What is required: Print the data exactly. Omit the pictures.

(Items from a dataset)
>>>>>

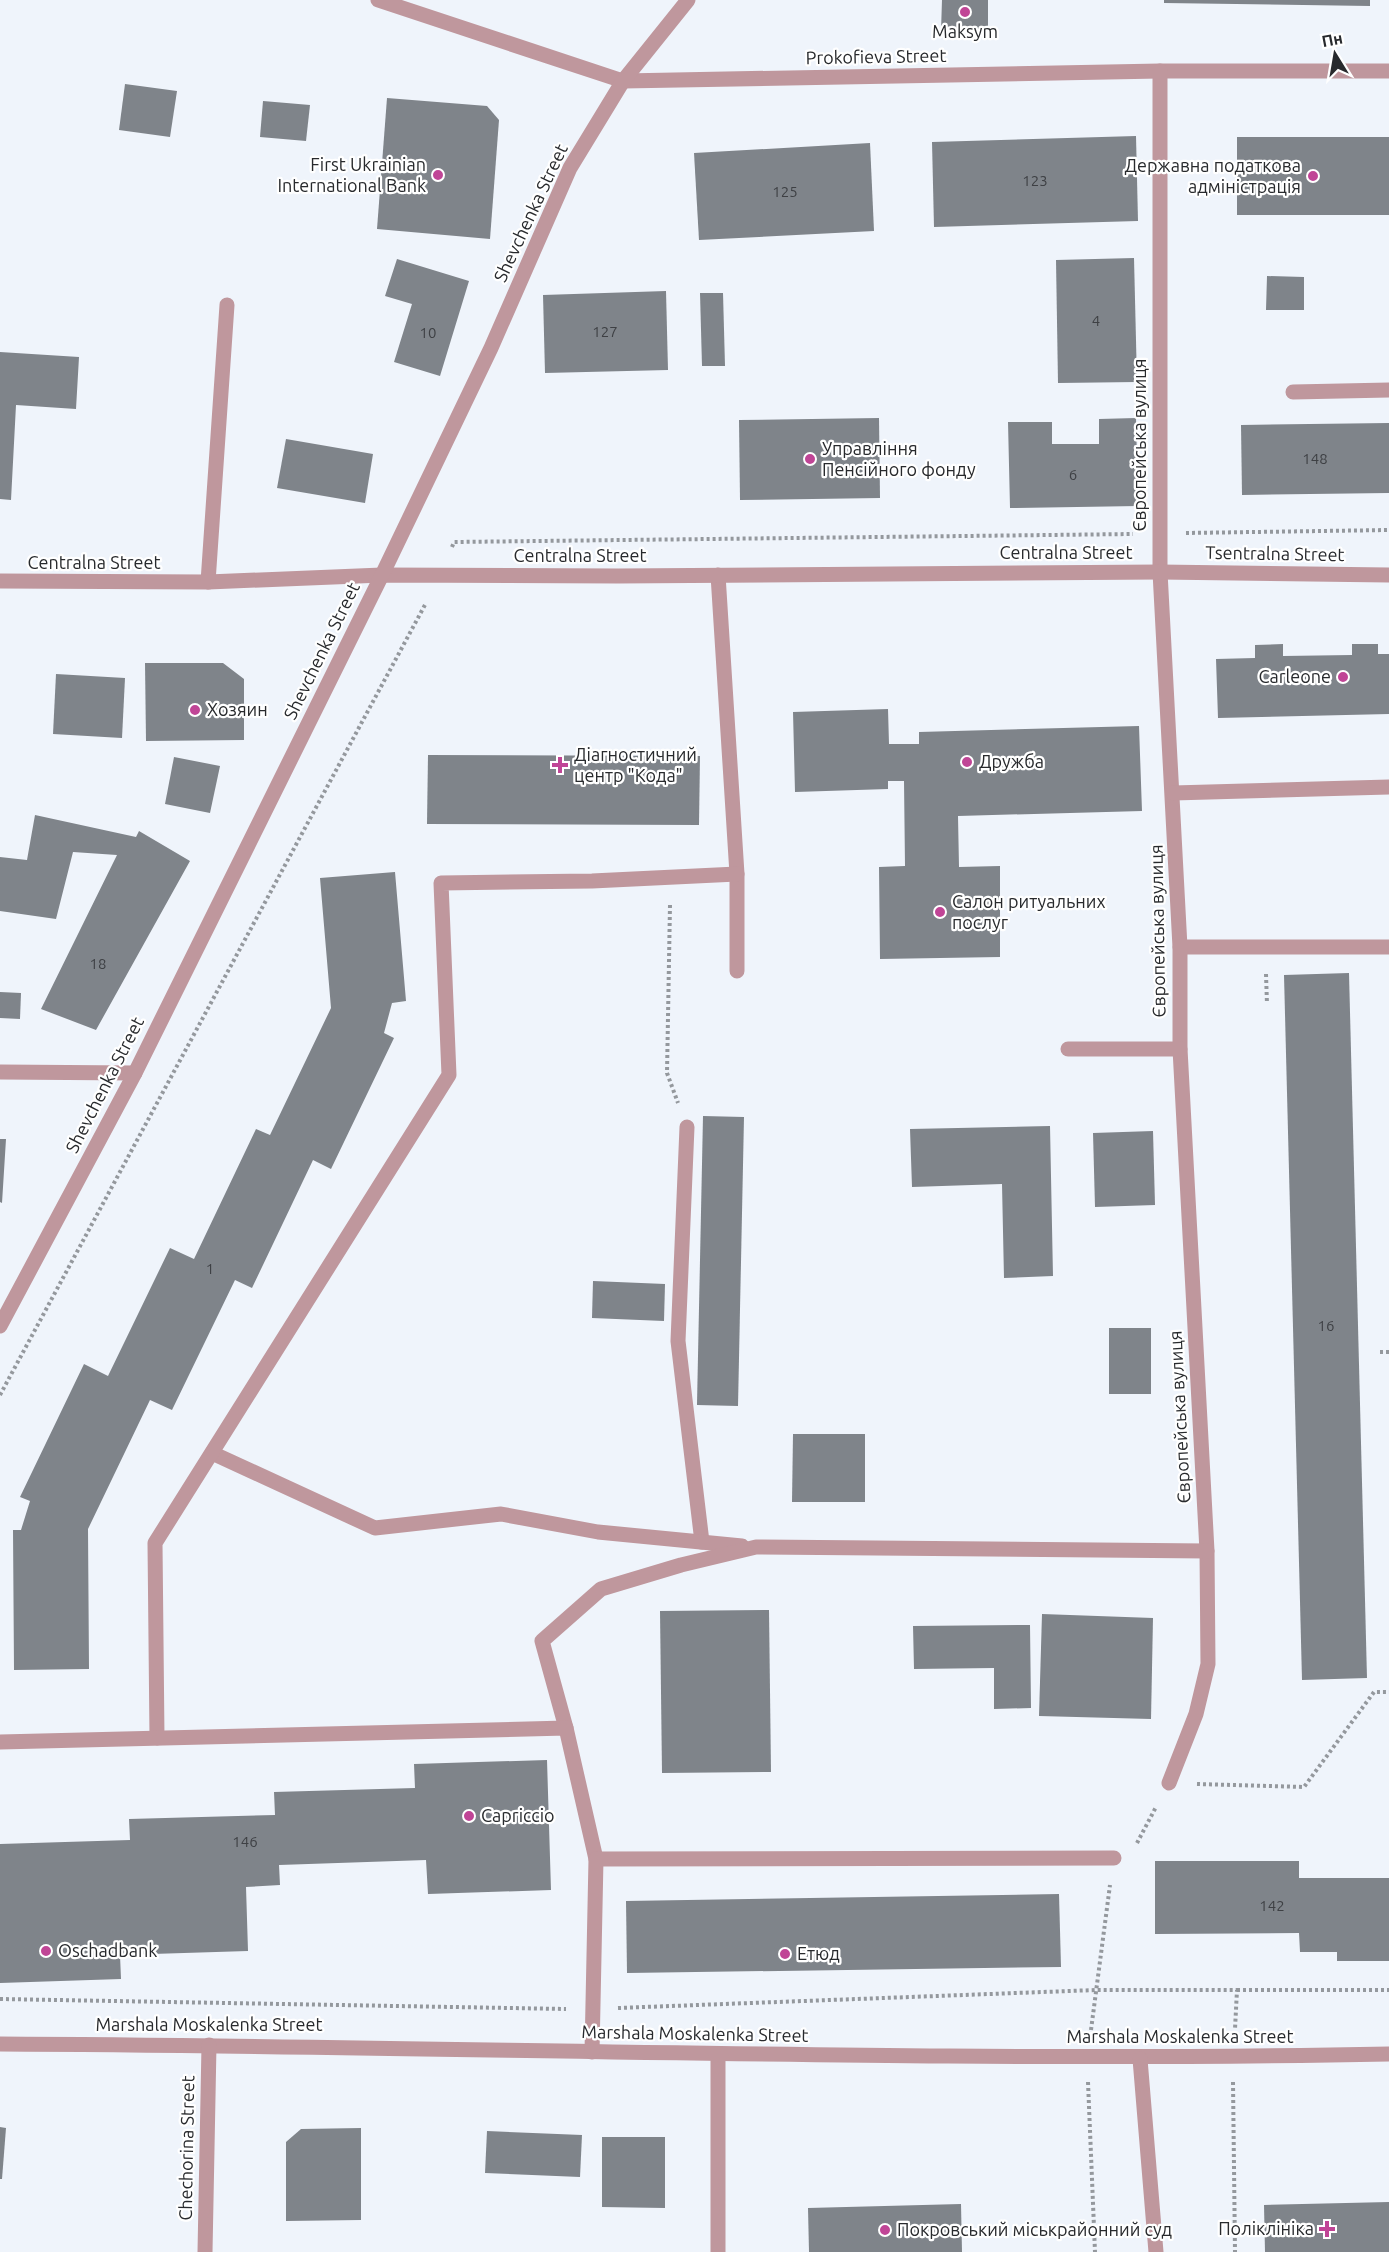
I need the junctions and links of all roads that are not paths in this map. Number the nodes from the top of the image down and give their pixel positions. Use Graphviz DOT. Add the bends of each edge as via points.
graph roads {
  1 [pos="378,0"];
  2 [pos="688,0"];
  3 [pos="1160,71"];
  4 [pos="1389,72"];
  5 [pos="623,81"];
  6 [pos="227,305"];
  7 [pos="1389,390"];
  8 [pos="1293,392"];
  9 [pos="1160,572"];
  10 [pos="382,575"];
  11 [pos="718,575"];
  12 [pos="1389,575"];
  13 [pos="0,581"];
  14 [pos="208,582"];
  15 [pos="1389,787"];
  16 [pos="1173,793"];
  17 [pos="737,874"];
  18 [pos="1180,947"];
  19 [pos="1389,947"];
  20 [pos="737,971"];
  21 [pos="1179,1048"];
  22 [pos="1068,1049"];
  23 [pos="0,1072"];
  24 [pos="135,1073"];
  25 [pos="687,1127"];
  26 [pos="0,1326"];
  27 [pos="212,1453"];
  28 [pos="702,1542"];
  29 [pos="756,1547"];
  30 [pos="1207,1551"];
  31 [pos="566,1728"];
  32 [pos="157,1738"];
  33 [pos="0,1742"];
  34 [pos="1169,1783"];
  35 [pos="1114,1858"];
  36 [pos="596,1859"];
  37 [pos="0,2044"];
  38 [pos="209,2045"];
  39 [pos="592,2052"];
  40 [pos="718,2054"];
  41 [pos="1389,2054"];
  42 [pos="1140,2059"];
  43 [pos="205,2252"];
  44 [pos="718,2252"];
  45 [pos="1156,2252"];
  1 -- 5 [label="street, Prokofieva Street"];
  2 -- 5 [label="street, Shevchenka Street"];
  3 -- 4 [label="street, Prokofieva Street"];
  3 -- 5 [label="street, Prokofieva Street"];
  3 -- 9 [label="street, Європейська вулиця"];
  5 -- 10 [label="street, Shevchenka Street" via="570,168 491,348"];
  6 -- 14 [label="street"];
  7 -- 8 [label="street"];
  9 -- 11 [label="street, Centralna Street"];
  9 -- 12 [label="street, Tsentralna Street"];
  9 -- 16 [label="street, Європейська вулиця"];
  10 -- 11 [label="street, Centralna Street"];
  10 -- 14 [label="street, Centralna Street"];
  10 -- 24 [label="street, Shevchenka Street"];
  11 -- 17 [label="street"];
  13 -- 14 [label="street, Centralna Street"];
  15 -- 16 [label="street"];
  16 -- 18 [label="street, Європейська вулиця"];
  17 -- 20 [label="street"];
  17 -- 27 [label="street" via="592,882 441,884 449,1075"];
  18 -- 19 [label="street"];
  18 -- 21 [label="street, Європейська вулиця"];
  21 -- 22 [label="street"];
  21 -- 30 [label="street, Європейська вулиця"];
  23 -- 24 [label="street"];
  24 -- 26 [label="street, Shevchenka Street"];
  25 -- 28 [label="street" via="678,1341"];
  27 -- 28 [label="street" via="375,1528 501,1514 598,1532"];
  27 -- 32 [label="street" via="155,1543"];
  28 -- 29 [label="street"];
  29 -- 30 [label="street"];
  29 -- 31 [label="street" via="681,1564 601,1589 542,1641"];
  30 -- 34 [label="street, Європейська вулиця" via="1208,1664 1196,1714"];
  31 -- 32 [label="street"];
  31 -- 36 [label="street"];
  32 -- 33 [label="street"];
  35 -- 36 [label="street"];
  36 -- 39 [label="street"];
  37 -- 38 [label="street, Marshala Moskalenka Street"];
  38 -- 39 [label="street, Marshala Moskalenka Street"];
  38 -- 43 [label="street, Chechorina Street"];
  39 -- 40 [label="street, Marshala Moskalenka Street"];
  40 -- 42 [label="street, Marshala Moskalenka Street"];
  40 -- 44 [label="street"];
  41 -- 42 [label="street, Marshala Moskalenka Street"];
  42 -- 45 [label="street"];
}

<<<<<

Answer space:
I need the junctions and links of all roads that are not paths in this map. Number the nodes from the top of the image down and give their pixel positions. Use Graphviz DOT. Add the bends of each edge as via points.
graph roads {
  1 [pos="378,0"];
  2 [pos="688,0"];
  3 [pos="1160,71"];
  4 [pos="1389,72"];
  5 [pos="623,81"];
  6 [pos="227,305"];
  7 [pos="1389,390"];
  8 [pos="1293,392"];
  9 [pos="1160,572"];
  10 [pos="382,575"];
  11 [pos="718,575"];
  12 [pos="1389,575"];
  13 [pos="0,581"];
  14 [pos="208,582"];
  15 [pos="1389,787"];
  16 [pos="1173,793"];
  17 [pos="737,874"];
  18 [pos="1180,947"];
  19 [pos="1389,947"];
  20 [pos="737,971"];
  21 [pos="1179,1048"];
  22 [pos="1068,1049"];
  23 [pos="0,1072"];
  24 [pos="135,1073"];
  25 [pos="687,1127"];
  26 [pos="0,1326"];
  27 [pos="212,1453"];
  28 [pos="702,1542"];
  29 [pos="756,1547"];
  30 [pos="1207,1551"];
  31 [pos="566,1728"];
  32 [pos="157,1738"];
  33 [pos="0,1742"];
  34 [pos="1169,1783"];
  35 [pos="1114,1858"];
  36 [pos="596,1859"];
  37 [pos="0,2044"];
  38 [pos="209,2045"];
  39 [pos="592,2052"];
  40 [pos="718,2054"];
  41 [pos="1389,2054"];
  42 [pos="1140,2059"];
  43 [pos="205,2252"];
  44 [pos="718,2252"];
  45 [pos="1156,2252"];
  1 -- 5 [label="street, Prokofieva Street"];
  2 -- 5 [label="street, Shevchenka Street"];
  3 -- 4 [label="street, Prokofieva Street"];
  3 -- 5 [label="street, Prokofieva Street"];
  3 -- 9 [label="street, Європейська вулиця"];
  5 -- 10 [label="street, Shevchenka Street" via="570,168 491,348"];
  6 -- 14 [label="street"];
  7 -- 8 [label="street"];
  9 -- 11 [label="street, Centralna Street"];
  9 -- 12 [label="street, Tsentralna Street"];
  9 -- 16 [label="street, Європейська вулиця"];
  10 -- 11 [label="street, Centralna Street"];
  10 -- 14 [label="street, Centralna Street"];
  10 -- 24 [label="street, Shevchenka Street"];
  11 -- 17 [label="street"];
  13 -- 14 [label="street, Centralna Street"];
  15 -- 16 [label="street"];
  16 -- 18 [label="street, Європейська вулиця"];
  17 -- 20 [label="street"];
  17 -- 27 [label="street" via="592,882 441,884 449,1075"];
  18 -- 19 [label="street"];
  18 -- 21 [label="street, Європейська вулиця"];
  21 -- 22 [label="street"];
  21 -- 30 [label="street, Європейська вулиця"];
  23 -- 24 [label="street"];
  24 -- 26 [label="street, Shevchenka Street"];
  25 -- 28 [label="street" via="678,1341"];
  27 -- 28 [label="street" via="375,1528 501,1514 598,1532"];
  27 -- 32 [label="street" via="155,1543"];
  28 -- 29 [label="street"];
  29 -- 30 [label="street"];
  29 -- 31 [label="street" via="681,1564 601,1589 542,1641"];
  30 -- 34 [label="street, Європейська вулиця" via="1208,1664 1196,1714"];
  31 -- 32 [label="street"];
  31 -- 36 [label="street"];
  32 -- 33 [label="street"];
  35 -- 36 [label="street"];
  36 -- 39 [label="street"];
  37 -- 38 [label="street, Marshala Moskalenka Street"];
  38 -- 39 [label="street, Marshala Moskalenka Street"];
  38 -- 43 [label="street, Chechorina Street"];
  39 -- 40 [label="street, Marshala Moskalenka Street"];
  40 -- 42 [label="street, Marshala Moskalenka Street"];
  40 -- 44 [label="street"];
  41 -- 42 [label="street, Marshala Moskalenka Street"];
  42 -- 45 [label="street"];
}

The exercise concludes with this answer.